I recently asked a group of writing colleagues what the #1 single, biggest personal or emotional challenge they were struggling with in pursuing their individual goal? Overwhelmingly the answer was anxiety and anxious feelings, closely followed by comparison.
Been there, done that. Still there, still doing that. I battle it constantly. I mean y'all, I seriously just texted a guy friend if he thought I was fat? We laughed hysterically while I simultaneously cried about it. I have got to get a grip.
I am not smart enough. I am not working hard enough. My body isn't sexy or thin enough. I haven't written well enough. I haven't saved for retirement enough. My home isn't big enough. My car isn't luxurious enough. I am not loveable enough. My heart isn't pure enough. I am not wealthy enough. I am not organized enough. My day isn't disciplined enough. My life isn't successful enough. I am not young enough. I am not old enough. My Instagram page is not cool enough. My email list of subscribers is not long enough. My fuse is not short enough. My home isn't Fixer Upper style enough. I am not Mother of the Year enough. I am not Christian enough.
I have had enough of the pursuit of enough. Good grief, it's exhausting.
What is enough anyway? How do you measure it? Is it an attainable amount? Who sets the metric on when it's reached? Or not? Can we see enough? Is it viewable? Is there a scale that weighs enough? Or weighs not enough? Can you hold enough? Touch enough? Feel enough? Where is enough? Can you drive to enough? Arrive at enough? Is there a map that shows enough's location? Or is it a baby being born in a manger? Or a man who died on a cross?

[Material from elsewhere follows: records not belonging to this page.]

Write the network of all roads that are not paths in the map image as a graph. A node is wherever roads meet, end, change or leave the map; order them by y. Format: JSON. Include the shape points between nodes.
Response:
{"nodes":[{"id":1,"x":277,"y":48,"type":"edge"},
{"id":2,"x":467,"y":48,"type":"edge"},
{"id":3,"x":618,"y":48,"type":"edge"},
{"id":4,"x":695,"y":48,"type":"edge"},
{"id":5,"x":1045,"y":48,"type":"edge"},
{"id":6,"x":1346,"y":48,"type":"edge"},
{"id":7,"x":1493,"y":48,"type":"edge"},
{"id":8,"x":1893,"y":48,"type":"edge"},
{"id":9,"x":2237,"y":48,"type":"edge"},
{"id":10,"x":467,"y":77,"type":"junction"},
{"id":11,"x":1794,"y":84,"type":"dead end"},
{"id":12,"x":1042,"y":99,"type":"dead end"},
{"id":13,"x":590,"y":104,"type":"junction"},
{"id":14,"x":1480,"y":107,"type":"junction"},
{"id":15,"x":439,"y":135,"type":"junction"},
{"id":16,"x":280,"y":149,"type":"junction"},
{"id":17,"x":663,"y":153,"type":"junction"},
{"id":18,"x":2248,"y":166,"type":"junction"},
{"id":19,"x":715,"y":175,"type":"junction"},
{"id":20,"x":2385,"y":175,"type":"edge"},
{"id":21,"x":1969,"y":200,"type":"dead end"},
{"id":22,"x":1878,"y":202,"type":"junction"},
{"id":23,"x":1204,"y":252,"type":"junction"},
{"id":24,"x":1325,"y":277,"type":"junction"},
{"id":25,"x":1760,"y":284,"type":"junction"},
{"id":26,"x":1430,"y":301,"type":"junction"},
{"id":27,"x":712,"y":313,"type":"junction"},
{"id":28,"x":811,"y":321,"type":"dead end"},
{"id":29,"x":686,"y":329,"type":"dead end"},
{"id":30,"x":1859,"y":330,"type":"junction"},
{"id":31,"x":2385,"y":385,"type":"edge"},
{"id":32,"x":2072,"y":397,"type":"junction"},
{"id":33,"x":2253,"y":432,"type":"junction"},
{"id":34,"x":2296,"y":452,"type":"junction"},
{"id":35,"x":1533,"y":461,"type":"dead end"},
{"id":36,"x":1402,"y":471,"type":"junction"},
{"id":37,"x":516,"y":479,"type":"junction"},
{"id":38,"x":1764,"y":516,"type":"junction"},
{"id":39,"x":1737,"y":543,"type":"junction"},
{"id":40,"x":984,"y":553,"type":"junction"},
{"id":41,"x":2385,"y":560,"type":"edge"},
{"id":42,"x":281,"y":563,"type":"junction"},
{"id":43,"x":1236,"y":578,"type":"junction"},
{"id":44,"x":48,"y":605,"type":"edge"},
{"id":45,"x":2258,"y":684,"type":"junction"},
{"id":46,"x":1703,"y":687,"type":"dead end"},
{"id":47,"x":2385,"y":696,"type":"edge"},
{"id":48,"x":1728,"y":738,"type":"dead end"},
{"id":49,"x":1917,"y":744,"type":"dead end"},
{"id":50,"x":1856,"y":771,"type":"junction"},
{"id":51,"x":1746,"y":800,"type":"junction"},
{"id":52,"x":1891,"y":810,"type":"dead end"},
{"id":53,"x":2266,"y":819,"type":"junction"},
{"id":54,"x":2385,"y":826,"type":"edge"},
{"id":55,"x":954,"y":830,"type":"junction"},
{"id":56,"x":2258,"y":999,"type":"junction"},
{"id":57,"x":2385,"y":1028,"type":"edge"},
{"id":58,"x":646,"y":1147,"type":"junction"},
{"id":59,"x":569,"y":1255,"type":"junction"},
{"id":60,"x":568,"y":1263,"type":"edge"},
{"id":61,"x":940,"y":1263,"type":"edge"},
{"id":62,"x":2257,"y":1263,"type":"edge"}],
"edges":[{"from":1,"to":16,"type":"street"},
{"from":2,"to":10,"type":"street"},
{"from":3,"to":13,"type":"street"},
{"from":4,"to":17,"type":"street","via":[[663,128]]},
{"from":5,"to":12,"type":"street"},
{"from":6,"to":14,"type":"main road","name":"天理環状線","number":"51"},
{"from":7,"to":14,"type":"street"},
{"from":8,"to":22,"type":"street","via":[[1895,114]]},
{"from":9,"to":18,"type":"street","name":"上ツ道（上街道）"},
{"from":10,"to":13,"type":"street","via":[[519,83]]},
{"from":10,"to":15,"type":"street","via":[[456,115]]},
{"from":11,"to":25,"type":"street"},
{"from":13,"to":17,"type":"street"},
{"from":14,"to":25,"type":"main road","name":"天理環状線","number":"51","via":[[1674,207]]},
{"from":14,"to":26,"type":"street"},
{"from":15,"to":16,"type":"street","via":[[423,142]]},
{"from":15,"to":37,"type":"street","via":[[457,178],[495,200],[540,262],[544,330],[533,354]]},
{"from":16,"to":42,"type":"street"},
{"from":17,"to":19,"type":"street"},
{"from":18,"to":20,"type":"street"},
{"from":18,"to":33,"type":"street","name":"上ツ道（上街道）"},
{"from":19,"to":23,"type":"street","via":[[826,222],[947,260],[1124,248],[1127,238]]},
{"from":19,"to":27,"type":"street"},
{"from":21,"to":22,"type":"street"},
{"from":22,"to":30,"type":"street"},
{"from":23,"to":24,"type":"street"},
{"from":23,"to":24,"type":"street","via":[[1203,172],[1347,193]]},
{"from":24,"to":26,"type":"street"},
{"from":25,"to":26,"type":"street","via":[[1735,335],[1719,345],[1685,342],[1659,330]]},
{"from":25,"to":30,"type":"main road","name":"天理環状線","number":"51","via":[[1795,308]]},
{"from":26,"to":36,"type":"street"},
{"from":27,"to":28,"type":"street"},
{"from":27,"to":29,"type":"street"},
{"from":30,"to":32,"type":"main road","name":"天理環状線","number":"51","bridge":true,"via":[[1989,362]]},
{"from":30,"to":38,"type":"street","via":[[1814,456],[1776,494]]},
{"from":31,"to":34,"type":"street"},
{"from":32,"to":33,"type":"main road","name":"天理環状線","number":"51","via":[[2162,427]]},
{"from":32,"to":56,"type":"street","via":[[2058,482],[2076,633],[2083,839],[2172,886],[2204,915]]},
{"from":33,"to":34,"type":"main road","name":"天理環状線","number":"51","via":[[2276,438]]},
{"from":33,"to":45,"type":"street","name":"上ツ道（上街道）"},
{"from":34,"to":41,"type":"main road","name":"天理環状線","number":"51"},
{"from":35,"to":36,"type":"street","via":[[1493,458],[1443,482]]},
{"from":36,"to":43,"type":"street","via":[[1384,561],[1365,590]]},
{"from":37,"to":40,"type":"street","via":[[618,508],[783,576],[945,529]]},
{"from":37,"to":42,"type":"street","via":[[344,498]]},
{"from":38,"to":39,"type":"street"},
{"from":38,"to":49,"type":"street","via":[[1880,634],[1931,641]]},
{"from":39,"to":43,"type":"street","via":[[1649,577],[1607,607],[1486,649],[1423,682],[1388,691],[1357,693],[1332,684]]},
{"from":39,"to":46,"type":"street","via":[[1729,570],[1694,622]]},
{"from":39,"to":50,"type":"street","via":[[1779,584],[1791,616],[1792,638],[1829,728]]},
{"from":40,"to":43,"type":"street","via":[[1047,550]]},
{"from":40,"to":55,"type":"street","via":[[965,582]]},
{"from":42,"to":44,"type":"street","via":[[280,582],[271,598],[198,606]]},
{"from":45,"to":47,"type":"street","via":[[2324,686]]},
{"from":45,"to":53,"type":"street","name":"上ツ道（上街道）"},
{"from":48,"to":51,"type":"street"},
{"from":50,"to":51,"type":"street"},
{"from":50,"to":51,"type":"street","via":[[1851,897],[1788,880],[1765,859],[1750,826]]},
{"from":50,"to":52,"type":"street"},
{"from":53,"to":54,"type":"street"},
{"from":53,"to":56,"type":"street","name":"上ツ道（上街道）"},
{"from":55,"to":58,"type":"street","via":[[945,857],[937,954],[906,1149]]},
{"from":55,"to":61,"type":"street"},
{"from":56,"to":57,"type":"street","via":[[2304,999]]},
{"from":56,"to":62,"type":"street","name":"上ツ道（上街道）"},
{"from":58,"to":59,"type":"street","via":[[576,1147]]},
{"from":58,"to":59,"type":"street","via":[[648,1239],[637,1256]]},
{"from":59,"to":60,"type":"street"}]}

If you are reading a chapter a day with me this month in the book of Luke, we are on day/chapter 9 today. Jesus has accomplished much in nine chapters. He healed the sick and the lame, he cast out evil spirits, he raised the dead and spent time ministering to a lowly sinner, was anointed by a sinful woman, he feeds 5,000, he calms the storm and teaches about love for enemies, lamps on a stand and good trees and bad fruit.
All of those to whom Jesus ministered had one thing in common: they weren't enough, but they knew of their need. They came to him with empty outstretched hands, hoping he would show them compassion. And he did not disappoint their hope.

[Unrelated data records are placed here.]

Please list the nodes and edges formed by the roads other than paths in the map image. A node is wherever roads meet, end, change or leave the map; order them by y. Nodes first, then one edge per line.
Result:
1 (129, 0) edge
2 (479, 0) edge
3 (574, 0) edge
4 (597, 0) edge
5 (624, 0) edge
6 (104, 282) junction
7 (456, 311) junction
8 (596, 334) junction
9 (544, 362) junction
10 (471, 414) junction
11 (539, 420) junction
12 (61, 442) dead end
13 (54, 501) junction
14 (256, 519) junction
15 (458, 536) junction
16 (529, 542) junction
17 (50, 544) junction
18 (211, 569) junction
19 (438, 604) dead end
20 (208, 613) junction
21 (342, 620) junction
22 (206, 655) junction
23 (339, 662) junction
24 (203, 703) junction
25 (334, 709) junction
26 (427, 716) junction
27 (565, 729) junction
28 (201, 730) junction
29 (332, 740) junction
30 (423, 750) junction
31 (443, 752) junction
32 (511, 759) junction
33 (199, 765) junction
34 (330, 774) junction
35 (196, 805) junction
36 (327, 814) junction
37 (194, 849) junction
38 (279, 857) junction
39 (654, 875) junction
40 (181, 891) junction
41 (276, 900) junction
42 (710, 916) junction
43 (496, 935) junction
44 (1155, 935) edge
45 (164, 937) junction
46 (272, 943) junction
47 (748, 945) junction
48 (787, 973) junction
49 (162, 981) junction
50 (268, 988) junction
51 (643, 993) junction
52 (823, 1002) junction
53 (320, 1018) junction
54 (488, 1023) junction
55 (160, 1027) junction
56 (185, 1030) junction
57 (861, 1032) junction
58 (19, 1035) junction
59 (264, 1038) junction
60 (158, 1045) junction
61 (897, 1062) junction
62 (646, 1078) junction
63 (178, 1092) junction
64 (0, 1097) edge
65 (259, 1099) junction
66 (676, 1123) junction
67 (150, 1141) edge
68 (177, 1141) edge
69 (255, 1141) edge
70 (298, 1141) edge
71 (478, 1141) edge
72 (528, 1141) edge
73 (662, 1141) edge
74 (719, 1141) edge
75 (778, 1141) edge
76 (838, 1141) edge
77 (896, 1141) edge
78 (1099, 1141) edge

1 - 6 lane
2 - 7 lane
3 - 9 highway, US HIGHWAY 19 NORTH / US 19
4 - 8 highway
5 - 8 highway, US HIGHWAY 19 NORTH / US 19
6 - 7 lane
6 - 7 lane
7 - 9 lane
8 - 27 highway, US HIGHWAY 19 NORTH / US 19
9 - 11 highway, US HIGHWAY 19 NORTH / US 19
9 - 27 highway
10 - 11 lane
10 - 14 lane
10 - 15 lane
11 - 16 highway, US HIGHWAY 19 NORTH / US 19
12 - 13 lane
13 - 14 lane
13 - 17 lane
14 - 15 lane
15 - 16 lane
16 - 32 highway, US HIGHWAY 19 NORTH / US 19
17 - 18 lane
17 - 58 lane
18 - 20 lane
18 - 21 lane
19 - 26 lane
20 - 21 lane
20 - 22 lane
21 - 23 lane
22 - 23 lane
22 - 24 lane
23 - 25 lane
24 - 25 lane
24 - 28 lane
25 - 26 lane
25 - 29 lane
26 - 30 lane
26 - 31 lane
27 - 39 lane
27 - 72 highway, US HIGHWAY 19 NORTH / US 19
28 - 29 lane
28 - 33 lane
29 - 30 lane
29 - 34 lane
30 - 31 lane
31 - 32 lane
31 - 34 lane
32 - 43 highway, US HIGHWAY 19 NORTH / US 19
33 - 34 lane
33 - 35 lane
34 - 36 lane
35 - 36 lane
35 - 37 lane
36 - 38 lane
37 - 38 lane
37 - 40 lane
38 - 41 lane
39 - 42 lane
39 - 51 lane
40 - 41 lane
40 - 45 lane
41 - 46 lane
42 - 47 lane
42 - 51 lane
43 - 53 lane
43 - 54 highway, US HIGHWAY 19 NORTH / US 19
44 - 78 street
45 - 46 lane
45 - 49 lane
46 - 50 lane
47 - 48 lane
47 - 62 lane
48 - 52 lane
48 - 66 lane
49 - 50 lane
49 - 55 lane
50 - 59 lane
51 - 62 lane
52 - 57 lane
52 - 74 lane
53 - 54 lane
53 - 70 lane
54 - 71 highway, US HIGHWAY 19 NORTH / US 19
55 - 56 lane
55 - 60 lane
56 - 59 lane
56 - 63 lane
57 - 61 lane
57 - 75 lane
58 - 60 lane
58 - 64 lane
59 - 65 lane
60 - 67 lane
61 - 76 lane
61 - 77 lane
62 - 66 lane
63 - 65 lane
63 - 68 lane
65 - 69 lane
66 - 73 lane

Do you ever wonder if Jesus was stressed? He was. Luke 12:50 he admits it. (No, I didn't read ahead, but there are perks of having to research for this blog) In the Garden of Gethsemane - massive, overwhelming anxiety. But what did he always do when the demands were too much? The pressure was too high? And the days were too long?
“Very early in the morning, while it was still dark, Jesus got up, left the house and went off to a solitary place, where he prayed.” (Mark 1:35)
“Jesus often withdrew to lonely places and prayed.” (Luke 5:16)
“Jesus went out to a mountainside to pray, and spent the night praying to God." (Luke 6:12)
“When Jesus heard what had happened [that John the Baptist was beheaded], he withdrew by boat privately to a solitary place." (Matthew 14:13)
“Jesus, knowing that they intended to come and make him king by force, withdrew again to a mountain by himself.” (John 6:15)
Praying doesn't change our circumstances immediately, it changes us. Jesus prayed and withdrew because he was completely submissive to his relationship with his Father. In Luke 2 Jesus first recorded words were " Did you not know I had to be in my Father's house?" In Luke 23 his last recorded words were "Father into your hands I commit my spirit." Jesus knew that without God's power, he would not have or be enough to do what he was sent to do.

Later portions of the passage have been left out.